A town on the Ikva River (Pripiat’ basin), Dubno is the district center of Ukraine’s Rivne oblast. From the 1320s, it belonged to the Grand Duchy of Lithuania, and from 1569 to the Polish–Lithuanian Commonwealth. From 1795 it was in the Russian Empire and from 1796 served as a district center of Volhynia province. Thereafter, from 1921 to 1939 the town was within the borders of independent Poland.
The first information available about Jewish merchants from Dubno dates to 1532. Among the leaders of the community were the well-known rabbis Yesha‘yahu ha-Levi Horowitz (known as the Shlah; 1565–1630), his first cousin Shemu’el ha-Levi Horowitz (served as rabbi from 1625–1635), and Me’ir Ashkenazi (1590–1645).
On the eve of the Khmel’nyts’kyi uprising, about 350 Jews lived in Dubno in 58 homes, which were concentrated to the south of the market square. In 1648 and 1649, Cossacks attacked the town twice. Although a number of Jews managed to escape, there were many victims, among them Yehudah ha-Ḥasid, head of the local rabbinical court. Although in 1650 only 47 Jewish homes remained, by 1662 the Jewish population had reached 625, and by the end of the eighteenth century Dubno was home to the largest Jewish community in Volhynia.
The town was known as Dubna Rabati (Dubno the Great), testifying to its prestige in the Jewish world. Ya‘akov Kranz (ca. 1740–1804), a local preacher, gained great fame and became known as the Dubno Magid.
In 1716, the Dubno Jewish community was persecuted, accused of concealing two women who had converted to Judaism. Nevertheless, the Jewish population expanded with the town’s growing importance as a center of trade. In 1787, there were 2,325 Jews in Dubno. The Great Synagogue was completed in 1794, and from that year until 1819, three Jewish presses operated in the town.
From the 1820s Dubno was an important center of the Haskalah; among its leading figures were Ze’ev Volf Adelson and Avraham Ber Gottlober in the 1830s. The main opponents of the maskilim were the Misnagdim (opponents of the Hasidim), among whom Rabbi Ḥayim Mordekhai Margaliot (1815–1829) enjoyed special authority. Toward the end of the nineteenth century, several Hasidic prayer halls were established, the largest being that of Barukh ha-Levi Yuzefov. In 1897 there were 7,108 Jews living in Dubno (about half the town’s population).
At the beginning of the twentieth century, two modernized heders (ḥeder metukan), a Talmud Torah, a state Jewish school, and two private Jewish schools (one for men and one for women) were functioning.

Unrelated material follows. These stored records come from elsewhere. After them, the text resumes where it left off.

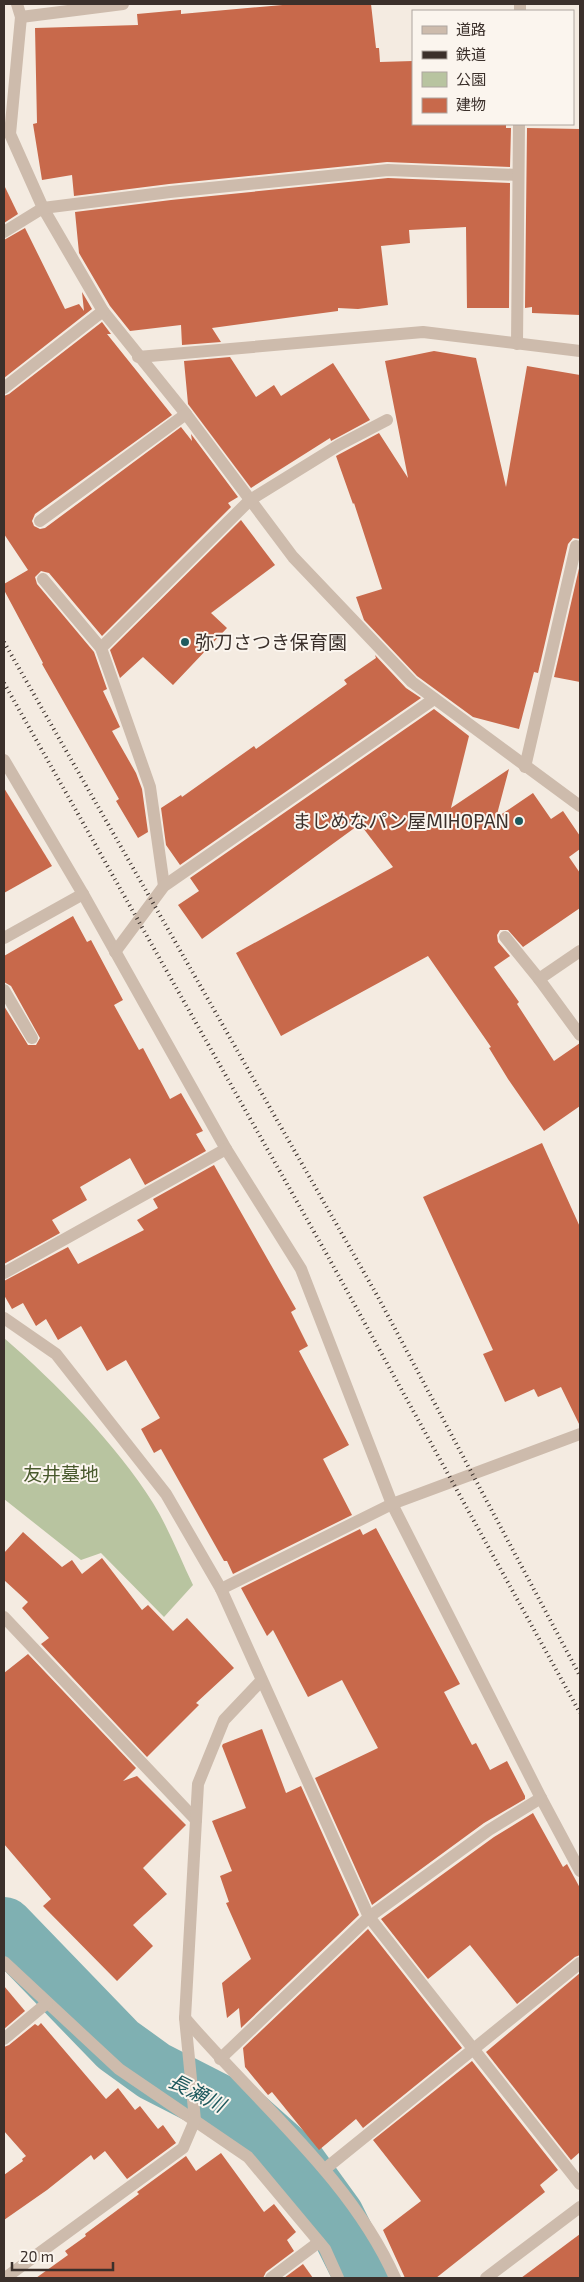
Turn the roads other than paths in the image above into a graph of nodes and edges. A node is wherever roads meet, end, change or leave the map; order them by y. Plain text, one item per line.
1 (17, 4) edge
2 (123, 4) edge
3 (21, 17) junction
4 (519, 125) edge
5 (518, 175) junction
6 (42, 208) junction
7 (4, 232) edge
8 (103, 311) junction
9 (517, 344) junction
10 (580, 351) edge
11 (138, 356) junction
12 (4, 388) edge
13 (186, 414) junction
14 (387, 420) dead end
15 (250, 500) junction
16 (40, 521) dead end
17 (580, 547) edge
18 (43, 579) dead end
19 (101, 648) junction
20 (434, 699) junction
21 (4, 760) edge
22 (525, 766) junction
23 (580, 806) edge
24 (164, 886) junction
25 (83, 894) junction
26 (504, 937) dead end
27 (4, 938) edge
28 (580, 951) edge
29 (115, 952) junction
30 (539, 979) junction
31 (4, 990) edge
32 (580, 1035) edge
33 (32, 1038) dead end
34 (226, 1149) junction
35 (4, 1272) edge
36 (4, 1318) edge
37 (580, 1434) edge
38 (392, 1504) junction
39 (221, 1589) junction
40 (4, 1617) edge
41 (261, 1681) junction
42 (541, 1798) junction
43 (196, 1820) junction
44 (580, 1871) edge
45 (369, 1916) junction
46 (4, 1962) edge
47 (580, 1963) edge
48 (47, 2003) junction
49 (185, 2018) junction
50 (4, 2039) edge
51 (474, 2050) junction
52 (220, 2059) junction
53 (195, 2120) junction
54 (325, 2169) junction
55 (580, 2184) edge
56 (580, 2206) edge
57 (319, 2242) junction
58 (5, 2278) edge
59 (271, 2278) edge
60 (338, 2278) edge
61 (395, 2278) edge
62 (486, 2278) edge

1 - 3 street
2 - 3 street
3 - 6 street
4 - 5 street
5 - 6 street
5 - 9 street
6 - 7 street
6 - 8 street
8 - 11 street
8 - 12 street
9 - 10 street
9 - 11 street
11 - 13 street
13 - 15 street
13 - 16 street
14 - 15 street
15 - 19 street
15 - 20 street
17 - 22 street
18 - 19 street
19 - 24 street
20 - 22 street
20 - 24 street
21 - 25 street
22 - 23 street
24 - 29 street
25 - 27 street
25 - 29 street
26 - 30 street
28 - 30 street
29 - 34 street
30 - 32 street
31 - 33 street
34 - 35 street
34 - 38 street
36 - 39 street
37 - 38 street
38 - 39 street
38 - 42 street
39 - 41 street
40 - 43 street
41 - 43 street
41 - 45 street
42 - 44 street
42 - 45 street
43 - 49 street
45 - 51 street
45 - 52 street
46 - 48 street
47 - 51 street
48 - 50 street
48 - 53 street
49 - 52 street
49 - 53 street
51 - 54 street
51 - 55 street
52 - 54 street
53 - 57 street
53 - 58 street
54 - 61 street
56 - 62 street
57 - 59 street
57 - 60 street

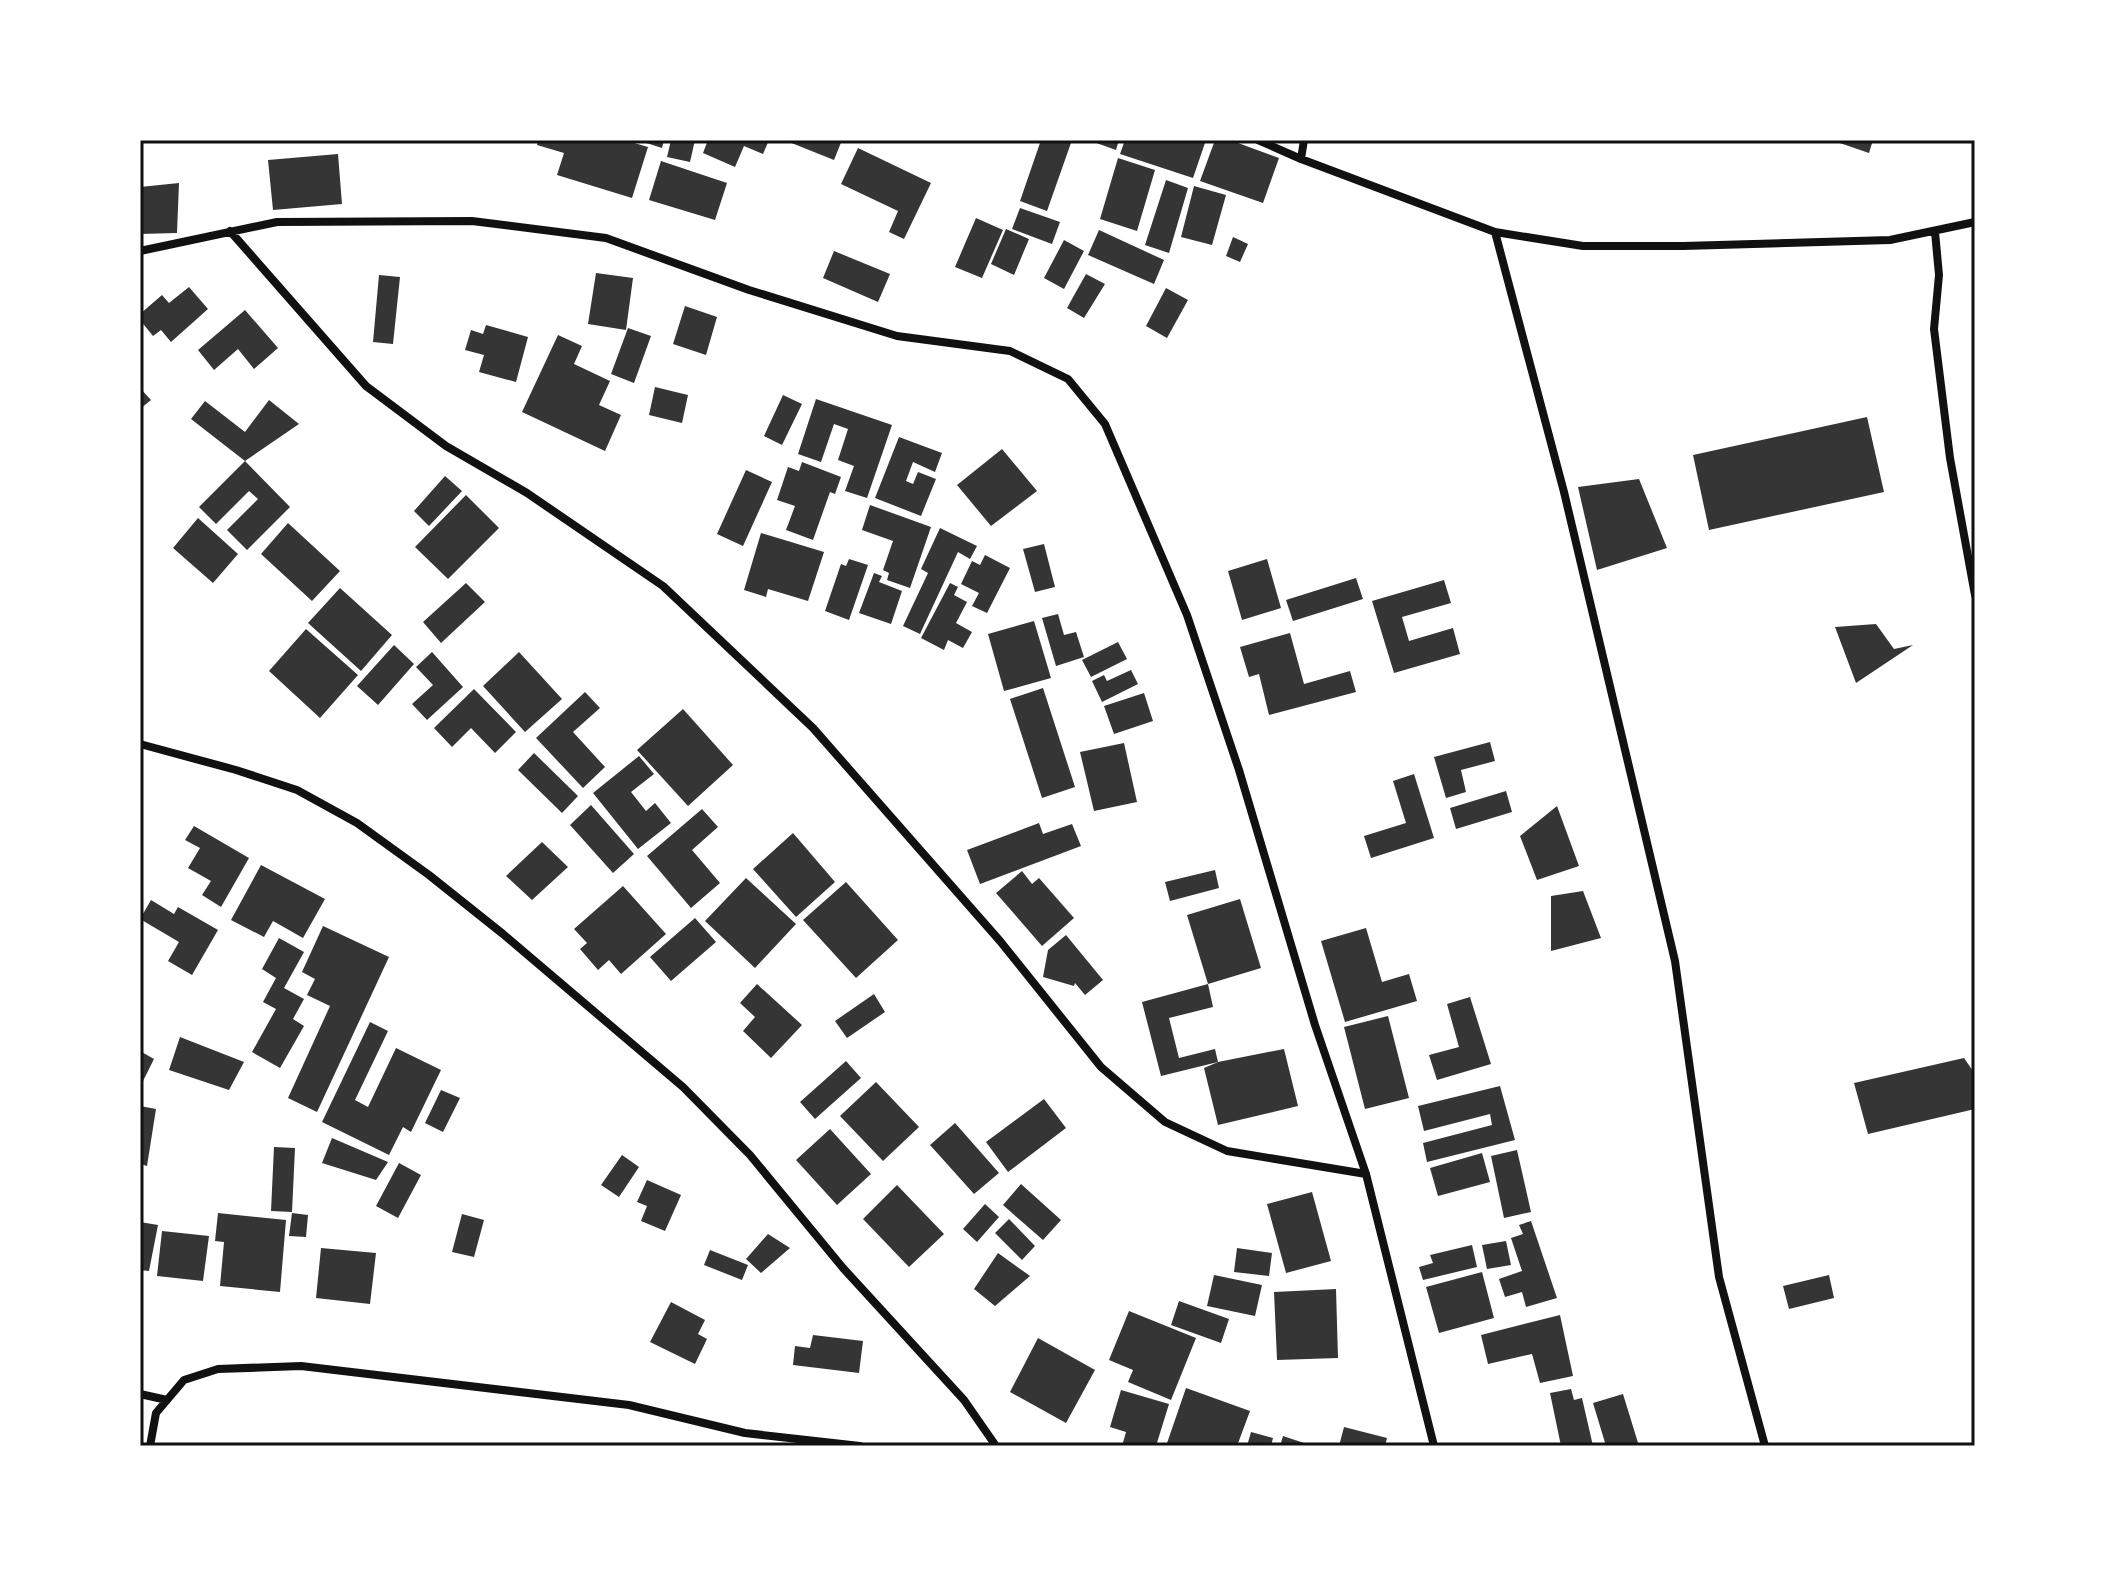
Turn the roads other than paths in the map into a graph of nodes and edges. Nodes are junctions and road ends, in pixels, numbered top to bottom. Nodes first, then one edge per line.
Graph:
1 (1258, 140) edge
2 (1304, 140) edge
3 (1301, 159) junction
4 (1975, 222) edge
5 (230, 231) junction
6 (1495, 232) junction
7 (1935, 232) junction
8 (140, 251) edge
9 (1975, 595) edge
10 (140, 744) edge
11 (1366, 1174) junction
12 (140, 1394) edge
13 (167, 1400) junction
14 (150, 1446) edge
15 (860, 1446) edge
16 (996, 1446) edge
17 (1434, 1446) edge
18 (1765, 1446) edge

1 - 3 street
2 - 3 street
3 - 6 street
4 - 7 street
5 - 8 street
5 - 11 street
5 - 11 street
6 - 7 street
6 - 18 street
7 - 9 street
10 - 16 street
11 - 17 street
12 - 13 street
13 - 14 street
13 - 15 street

Indeed, practically all the local industrial and commercial enterprises belonged to Jews. The town suffered extensive damage during World War I, and anti-Jewish pogroms took place between 1917 and 1919.
In the 1920s thanks to significant help from the American Jewish Joint Distribution Committee, Jewish economic life was revived. As before, most of the Jews were occupied in handicrafts, in the sale of agricultural products, and in small local enterprises. Jews amounted to about 60 percent of the city population (5,315 in 1921 and 7,364 in 1931), but they generally did not have a majority vote in municipal government. A Tarbut school, a gymnasium, an orphanage, a kindergarten, and a hospital all served the community. All Zionist parties and youth movements were represented by energetic local organizations. However, with the annexation of western Volhynia to the USSR in September 1939, all Jewish public and political institutions were closed. On the eve of the Nazi invasion, about 12,000 Jews lived in Dubno, including more than 4,000 refugees from Poland.
The German occupation of the town lasted from 25 June 1941 until 9 February 1944. More than 1,000 Jews were shot in July and August 1941. In April 1942, about 8,000 Jews were driven into the ghetto and murdered in a series of aktions between May and October 1942.
About 400 Jews returned to Dubno after the war. Most emigrated to Poland, and from there to Israel and elsewhere. In the 1990s, the few remaining Jewish families organized a community, placed memorial plaques at sites of mass executions, and obtained the status of architectural monument for the synagogue’s building. By 2000, only about 10 Jews remained in Dubno.
Ya‘akov Adini, ed., Dubno: Sefer zikaron (Tel Aviv, 1966), in Hebrew and Yiddish; Avraham Cohen, Dubno: Kehilah she-hayetah ve-enenah (Tel Aviv, 1984); Ḥayyim Zeeb Margolioth, Dubna rabati: Toldot ha-‘ir Dubna . . . gedole ha-‘ir (Warsaw, 1910); Moshe (Murray) Rosman, “Dubno in the Wake of Khmel’nyts’kyi,” Jewish History 17.2 (2003): 239–255; Shmuel Spector, ed., “Dubno’ / Dubno,” in Pinkas ha-kehilot: Polin, vol. 5, Vohlin ve-Polesieh, pp. 55–61 (Jerusalem, 1990).